-- Records to use follows --

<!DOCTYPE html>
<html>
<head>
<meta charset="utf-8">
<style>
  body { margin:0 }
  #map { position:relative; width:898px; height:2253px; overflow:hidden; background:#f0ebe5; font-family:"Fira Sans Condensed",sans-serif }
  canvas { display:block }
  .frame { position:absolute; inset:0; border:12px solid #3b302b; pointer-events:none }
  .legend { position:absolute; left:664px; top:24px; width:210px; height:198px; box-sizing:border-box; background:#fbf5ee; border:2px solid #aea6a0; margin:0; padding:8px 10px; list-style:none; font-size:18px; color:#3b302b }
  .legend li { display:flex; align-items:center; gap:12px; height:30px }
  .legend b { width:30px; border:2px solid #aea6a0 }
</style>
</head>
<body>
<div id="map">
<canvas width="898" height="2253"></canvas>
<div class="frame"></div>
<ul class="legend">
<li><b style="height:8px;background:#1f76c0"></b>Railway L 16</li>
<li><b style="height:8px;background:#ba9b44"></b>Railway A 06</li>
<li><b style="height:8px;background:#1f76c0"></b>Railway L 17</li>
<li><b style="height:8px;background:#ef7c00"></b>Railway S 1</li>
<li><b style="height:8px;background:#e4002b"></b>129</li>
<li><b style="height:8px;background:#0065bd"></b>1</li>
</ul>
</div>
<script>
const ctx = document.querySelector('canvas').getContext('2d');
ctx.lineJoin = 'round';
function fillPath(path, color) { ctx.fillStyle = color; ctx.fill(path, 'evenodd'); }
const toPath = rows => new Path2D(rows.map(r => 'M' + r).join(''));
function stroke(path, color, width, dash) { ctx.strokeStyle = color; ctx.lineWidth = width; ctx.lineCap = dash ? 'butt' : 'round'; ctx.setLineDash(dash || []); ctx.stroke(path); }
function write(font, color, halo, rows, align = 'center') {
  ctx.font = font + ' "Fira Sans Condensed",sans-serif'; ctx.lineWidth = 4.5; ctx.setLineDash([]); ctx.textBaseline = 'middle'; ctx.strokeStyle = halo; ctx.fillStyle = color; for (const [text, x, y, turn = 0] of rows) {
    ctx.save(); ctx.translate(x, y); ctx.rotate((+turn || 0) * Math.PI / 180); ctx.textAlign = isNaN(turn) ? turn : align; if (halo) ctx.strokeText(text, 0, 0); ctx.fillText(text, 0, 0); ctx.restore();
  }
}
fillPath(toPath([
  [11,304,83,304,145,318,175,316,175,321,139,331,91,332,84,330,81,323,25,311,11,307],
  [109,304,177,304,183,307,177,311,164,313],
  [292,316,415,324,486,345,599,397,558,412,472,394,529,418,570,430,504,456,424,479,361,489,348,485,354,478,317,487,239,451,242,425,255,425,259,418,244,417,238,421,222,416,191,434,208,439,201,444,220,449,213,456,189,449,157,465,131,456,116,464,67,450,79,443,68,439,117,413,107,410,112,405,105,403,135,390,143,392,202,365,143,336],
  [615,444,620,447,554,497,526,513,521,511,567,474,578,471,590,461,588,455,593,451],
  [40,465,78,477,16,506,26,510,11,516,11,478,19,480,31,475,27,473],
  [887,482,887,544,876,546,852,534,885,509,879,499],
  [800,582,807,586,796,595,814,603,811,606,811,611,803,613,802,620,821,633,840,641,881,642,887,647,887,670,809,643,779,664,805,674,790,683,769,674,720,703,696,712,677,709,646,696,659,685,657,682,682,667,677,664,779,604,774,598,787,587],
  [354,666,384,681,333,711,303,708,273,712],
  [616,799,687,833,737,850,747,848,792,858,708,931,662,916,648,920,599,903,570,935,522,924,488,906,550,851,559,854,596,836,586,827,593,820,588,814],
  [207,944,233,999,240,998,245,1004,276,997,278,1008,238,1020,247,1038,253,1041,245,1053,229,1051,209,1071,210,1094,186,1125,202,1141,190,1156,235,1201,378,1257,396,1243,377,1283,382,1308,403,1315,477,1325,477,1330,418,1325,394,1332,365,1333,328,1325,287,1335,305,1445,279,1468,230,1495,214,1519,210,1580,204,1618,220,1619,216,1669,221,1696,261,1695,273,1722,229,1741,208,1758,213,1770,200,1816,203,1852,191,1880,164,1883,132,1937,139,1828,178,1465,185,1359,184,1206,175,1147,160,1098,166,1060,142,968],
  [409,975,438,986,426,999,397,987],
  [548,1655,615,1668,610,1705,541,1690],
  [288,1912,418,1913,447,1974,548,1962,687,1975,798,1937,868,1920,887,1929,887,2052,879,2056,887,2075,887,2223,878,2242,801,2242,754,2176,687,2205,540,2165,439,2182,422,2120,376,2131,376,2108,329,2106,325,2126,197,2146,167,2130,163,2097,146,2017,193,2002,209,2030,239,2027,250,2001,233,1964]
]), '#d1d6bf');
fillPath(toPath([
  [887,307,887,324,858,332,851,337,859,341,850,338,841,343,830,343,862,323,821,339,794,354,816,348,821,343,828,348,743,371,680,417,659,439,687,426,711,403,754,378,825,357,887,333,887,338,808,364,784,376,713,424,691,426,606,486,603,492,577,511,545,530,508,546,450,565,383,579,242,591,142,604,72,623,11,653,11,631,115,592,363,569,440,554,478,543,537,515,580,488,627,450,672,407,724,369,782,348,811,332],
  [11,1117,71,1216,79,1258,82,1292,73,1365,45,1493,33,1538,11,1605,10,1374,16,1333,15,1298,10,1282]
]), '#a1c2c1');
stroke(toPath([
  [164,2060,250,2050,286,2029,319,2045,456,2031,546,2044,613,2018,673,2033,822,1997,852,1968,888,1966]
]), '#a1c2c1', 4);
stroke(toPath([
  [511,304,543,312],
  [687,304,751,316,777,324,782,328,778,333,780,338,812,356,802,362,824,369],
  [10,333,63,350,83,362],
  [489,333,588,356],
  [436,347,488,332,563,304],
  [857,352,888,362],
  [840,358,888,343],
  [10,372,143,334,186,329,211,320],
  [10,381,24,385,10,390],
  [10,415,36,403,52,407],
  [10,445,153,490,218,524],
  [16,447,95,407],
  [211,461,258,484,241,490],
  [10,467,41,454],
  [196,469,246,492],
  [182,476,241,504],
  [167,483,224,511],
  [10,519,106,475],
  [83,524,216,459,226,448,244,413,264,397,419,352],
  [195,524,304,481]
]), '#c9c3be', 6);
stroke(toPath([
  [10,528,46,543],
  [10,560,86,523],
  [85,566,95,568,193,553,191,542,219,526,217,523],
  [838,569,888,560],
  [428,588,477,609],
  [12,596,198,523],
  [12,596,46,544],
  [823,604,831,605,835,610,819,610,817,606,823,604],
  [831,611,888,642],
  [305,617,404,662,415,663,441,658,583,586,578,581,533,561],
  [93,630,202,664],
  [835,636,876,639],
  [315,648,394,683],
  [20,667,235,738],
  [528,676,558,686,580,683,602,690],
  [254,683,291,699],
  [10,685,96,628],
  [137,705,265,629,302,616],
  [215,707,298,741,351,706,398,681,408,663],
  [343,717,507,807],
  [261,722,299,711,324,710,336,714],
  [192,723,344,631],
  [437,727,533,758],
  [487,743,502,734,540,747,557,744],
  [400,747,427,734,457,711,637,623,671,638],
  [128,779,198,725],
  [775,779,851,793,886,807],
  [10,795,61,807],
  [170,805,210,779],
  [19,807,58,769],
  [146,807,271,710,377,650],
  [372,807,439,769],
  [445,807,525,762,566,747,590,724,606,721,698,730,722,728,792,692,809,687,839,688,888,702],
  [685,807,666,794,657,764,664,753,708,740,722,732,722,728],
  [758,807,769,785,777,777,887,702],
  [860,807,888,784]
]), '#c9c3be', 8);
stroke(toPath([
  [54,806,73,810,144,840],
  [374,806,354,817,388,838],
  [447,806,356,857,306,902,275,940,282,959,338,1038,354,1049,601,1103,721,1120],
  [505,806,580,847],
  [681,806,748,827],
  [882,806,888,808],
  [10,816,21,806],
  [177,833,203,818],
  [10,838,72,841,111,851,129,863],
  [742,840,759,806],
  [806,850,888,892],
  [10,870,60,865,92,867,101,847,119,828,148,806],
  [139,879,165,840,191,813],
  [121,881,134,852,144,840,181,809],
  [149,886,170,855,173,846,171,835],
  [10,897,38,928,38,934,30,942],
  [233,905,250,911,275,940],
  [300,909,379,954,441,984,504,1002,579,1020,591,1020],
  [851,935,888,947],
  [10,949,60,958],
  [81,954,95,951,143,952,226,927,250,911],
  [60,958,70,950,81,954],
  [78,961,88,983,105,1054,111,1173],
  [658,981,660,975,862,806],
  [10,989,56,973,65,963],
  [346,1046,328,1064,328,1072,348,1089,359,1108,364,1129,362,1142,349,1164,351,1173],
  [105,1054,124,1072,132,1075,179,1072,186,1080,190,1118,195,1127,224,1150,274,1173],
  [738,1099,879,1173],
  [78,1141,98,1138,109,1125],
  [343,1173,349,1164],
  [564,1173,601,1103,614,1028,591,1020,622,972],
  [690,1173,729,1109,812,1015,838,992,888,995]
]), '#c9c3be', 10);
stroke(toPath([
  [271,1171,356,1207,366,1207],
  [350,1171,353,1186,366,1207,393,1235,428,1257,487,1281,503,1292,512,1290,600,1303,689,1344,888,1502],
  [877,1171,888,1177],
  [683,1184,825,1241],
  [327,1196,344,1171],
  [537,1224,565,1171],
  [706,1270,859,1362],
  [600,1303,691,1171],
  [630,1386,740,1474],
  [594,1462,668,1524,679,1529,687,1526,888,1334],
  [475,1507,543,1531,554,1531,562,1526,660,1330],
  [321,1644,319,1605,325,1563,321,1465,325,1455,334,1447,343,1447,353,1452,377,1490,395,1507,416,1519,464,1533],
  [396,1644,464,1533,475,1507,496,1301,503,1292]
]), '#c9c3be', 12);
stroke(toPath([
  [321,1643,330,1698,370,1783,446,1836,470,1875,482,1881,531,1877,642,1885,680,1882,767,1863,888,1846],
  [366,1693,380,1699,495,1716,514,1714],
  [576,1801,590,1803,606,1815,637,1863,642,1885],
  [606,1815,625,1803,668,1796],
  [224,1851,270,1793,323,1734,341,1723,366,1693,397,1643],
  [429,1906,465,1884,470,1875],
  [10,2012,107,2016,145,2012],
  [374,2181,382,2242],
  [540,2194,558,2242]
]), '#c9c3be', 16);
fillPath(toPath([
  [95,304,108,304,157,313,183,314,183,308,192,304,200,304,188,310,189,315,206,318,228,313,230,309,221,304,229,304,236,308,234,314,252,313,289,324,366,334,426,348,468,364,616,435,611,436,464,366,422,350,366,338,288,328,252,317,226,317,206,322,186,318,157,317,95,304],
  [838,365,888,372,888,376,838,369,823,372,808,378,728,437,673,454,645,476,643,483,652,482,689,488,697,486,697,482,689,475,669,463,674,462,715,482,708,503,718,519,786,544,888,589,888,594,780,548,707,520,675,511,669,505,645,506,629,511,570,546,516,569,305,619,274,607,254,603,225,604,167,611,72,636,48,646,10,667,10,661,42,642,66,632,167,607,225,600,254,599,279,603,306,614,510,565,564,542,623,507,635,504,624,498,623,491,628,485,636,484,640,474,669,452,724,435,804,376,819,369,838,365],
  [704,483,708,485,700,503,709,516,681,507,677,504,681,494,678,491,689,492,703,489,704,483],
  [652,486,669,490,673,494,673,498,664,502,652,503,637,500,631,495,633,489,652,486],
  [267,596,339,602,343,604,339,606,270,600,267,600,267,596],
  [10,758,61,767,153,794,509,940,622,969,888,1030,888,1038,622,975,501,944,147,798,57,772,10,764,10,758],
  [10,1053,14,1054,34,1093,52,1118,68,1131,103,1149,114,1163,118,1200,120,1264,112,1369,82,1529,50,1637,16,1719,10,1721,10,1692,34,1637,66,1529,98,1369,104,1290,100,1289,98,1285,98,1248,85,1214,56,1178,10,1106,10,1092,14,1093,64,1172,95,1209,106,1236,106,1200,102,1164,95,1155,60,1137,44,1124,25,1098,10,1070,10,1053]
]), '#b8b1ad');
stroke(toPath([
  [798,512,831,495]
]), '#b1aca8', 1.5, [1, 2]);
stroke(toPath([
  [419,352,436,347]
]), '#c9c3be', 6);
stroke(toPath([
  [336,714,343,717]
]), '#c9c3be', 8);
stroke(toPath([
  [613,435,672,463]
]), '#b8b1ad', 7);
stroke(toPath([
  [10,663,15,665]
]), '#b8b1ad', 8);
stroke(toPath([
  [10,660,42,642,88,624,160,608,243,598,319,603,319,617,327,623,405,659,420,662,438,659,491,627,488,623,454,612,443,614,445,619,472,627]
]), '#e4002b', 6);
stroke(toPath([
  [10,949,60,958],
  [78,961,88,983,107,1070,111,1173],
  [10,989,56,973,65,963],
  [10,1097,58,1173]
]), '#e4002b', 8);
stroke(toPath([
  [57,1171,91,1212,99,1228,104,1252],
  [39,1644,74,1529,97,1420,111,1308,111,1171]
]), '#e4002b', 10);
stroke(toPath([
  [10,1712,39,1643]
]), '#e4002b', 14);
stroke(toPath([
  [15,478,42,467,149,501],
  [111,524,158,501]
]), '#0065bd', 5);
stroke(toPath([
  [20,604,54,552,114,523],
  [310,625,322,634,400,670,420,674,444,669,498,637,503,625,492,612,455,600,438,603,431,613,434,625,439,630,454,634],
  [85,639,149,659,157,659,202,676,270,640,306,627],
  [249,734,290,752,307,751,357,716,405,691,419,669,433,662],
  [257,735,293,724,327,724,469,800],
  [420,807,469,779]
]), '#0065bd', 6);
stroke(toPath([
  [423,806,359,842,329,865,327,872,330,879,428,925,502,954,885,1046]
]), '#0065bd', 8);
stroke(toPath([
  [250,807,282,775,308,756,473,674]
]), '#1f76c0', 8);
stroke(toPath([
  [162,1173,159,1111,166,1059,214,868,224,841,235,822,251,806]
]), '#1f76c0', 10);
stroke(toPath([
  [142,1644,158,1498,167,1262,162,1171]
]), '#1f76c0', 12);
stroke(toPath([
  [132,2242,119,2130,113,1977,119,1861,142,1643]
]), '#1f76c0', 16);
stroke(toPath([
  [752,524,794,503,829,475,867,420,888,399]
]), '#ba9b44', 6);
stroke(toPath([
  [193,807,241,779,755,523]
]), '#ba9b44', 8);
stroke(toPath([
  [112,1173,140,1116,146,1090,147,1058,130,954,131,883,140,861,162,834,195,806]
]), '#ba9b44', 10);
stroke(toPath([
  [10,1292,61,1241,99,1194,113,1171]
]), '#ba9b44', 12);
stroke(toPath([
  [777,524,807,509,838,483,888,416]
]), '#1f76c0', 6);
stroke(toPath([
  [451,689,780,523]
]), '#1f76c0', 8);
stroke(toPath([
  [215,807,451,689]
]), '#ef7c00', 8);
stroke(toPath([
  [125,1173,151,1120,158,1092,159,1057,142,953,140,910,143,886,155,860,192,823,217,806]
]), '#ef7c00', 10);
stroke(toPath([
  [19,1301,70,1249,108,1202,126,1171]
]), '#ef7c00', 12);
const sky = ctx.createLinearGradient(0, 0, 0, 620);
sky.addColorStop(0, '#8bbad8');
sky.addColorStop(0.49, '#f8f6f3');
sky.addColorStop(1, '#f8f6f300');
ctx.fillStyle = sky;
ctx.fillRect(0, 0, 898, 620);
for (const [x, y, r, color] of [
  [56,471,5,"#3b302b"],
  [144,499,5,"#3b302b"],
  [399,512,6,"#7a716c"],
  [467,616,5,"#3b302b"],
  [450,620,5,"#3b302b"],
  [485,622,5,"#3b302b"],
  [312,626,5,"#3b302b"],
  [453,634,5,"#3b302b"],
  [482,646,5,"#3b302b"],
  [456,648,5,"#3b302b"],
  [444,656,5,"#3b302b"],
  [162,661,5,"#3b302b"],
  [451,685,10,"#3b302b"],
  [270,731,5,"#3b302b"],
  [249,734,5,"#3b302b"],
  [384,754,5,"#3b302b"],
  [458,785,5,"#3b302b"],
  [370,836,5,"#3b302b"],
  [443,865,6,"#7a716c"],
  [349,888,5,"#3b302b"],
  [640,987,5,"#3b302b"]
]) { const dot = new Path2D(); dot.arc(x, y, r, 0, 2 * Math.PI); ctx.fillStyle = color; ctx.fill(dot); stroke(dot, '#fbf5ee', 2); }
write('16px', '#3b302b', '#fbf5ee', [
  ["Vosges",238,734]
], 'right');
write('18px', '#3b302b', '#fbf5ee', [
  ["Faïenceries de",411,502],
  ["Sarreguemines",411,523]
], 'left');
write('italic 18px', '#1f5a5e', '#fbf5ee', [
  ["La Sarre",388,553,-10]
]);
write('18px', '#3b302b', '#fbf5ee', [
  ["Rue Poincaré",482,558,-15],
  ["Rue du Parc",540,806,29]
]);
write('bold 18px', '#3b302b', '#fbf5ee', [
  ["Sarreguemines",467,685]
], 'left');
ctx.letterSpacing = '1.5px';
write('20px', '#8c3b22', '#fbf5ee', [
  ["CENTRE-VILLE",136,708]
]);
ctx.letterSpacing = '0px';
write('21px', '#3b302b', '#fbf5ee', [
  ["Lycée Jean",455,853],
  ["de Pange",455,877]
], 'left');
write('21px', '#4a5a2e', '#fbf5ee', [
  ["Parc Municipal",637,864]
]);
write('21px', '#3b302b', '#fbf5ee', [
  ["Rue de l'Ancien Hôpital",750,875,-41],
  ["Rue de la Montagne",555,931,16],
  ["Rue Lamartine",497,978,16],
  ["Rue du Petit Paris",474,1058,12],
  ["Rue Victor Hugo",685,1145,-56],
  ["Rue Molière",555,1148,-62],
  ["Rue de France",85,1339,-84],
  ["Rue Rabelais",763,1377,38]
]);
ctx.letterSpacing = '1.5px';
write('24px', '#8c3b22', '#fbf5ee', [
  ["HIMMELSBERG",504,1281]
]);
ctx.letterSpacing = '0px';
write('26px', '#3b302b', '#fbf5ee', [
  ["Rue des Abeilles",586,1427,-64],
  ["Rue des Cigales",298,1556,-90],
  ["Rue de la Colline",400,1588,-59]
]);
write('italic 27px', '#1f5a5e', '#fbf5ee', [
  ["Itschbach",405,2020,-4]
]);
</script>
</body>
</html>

-- Records to use concluded --

## [Task goal]
In your reply, restate exactly the lines from the start of the records above through the line holding "function write(font, color, halo, rows, align", including both, and nothing else.

## [Answer for the task]
<!DOCTYPE html>
<html>
<head>
<meta charset="utf-8">
<style>
  body { margin:0 }
  #map { position:relative; width:898px; height:2253px; overflow:hidden; background:#f0ebe5; font-family:"Fira Sans Condensed",sans-serif }
  canvas { display:block }
  .frame { position:absolute; inset:0; border:12px solid #3b302b; pointer-events:none }
  .legend { position:absolute; left:664px; top:24px; width:210px; height:198px; box-sizing:border-box; background:#fbf5ee; border:2px solid #aea6a0; margin:0; padding:8px 10px; list-style:none; font-size:18px; color:#3b302b }
  .legend li { display:flex; align-items:center; gap:12px; height:30px }
  .legend b { width:30px; border:2px solid #aea6a0 }
</style>
</head>
<body>
<div id="map">
<canvas width="898" height="2253"></canvas>
<div class="frame"></div>
<ul class="legend">
<li><b style="height:8px;background:#1f76c0"></b>Railway L 16</li>
<li><b style="height:8px;background:#ba9b44"></b>Railway A 06</li>
<li><b style="height:8px;background:#1f76c0"></b>Railway L 17</li>
<li><b style="height:8px;background:#ef7c00"></b>Railway S 1</li>
<li><b style="height:8px;background:#e4002b"></b>129</li>
<li><b style="height:8px;background:#0065bd"></b>1</li>
</ul>
</div>
<script>
const ctx = document.querySelector('canvas').getContext('2d');
ctx.lineJoin = 'round';
function fillPath(path, color) { ctx.fillStyle = color; ctx.fill(path, 'evenodd'); }
const toPath = rows => new Path2D(rows.map(r => 'M' + r).join(''));
function stroke(path, color, width, dash) { ctx.strokeStyle = color; ctx.lineWidth = width; ctx.lineCap = dash ? 'butt' : 'round'; ctx.setLineDash(dash || []); ctx.stroke(path); }
function write(font, color, halo, rows, align = 'center') {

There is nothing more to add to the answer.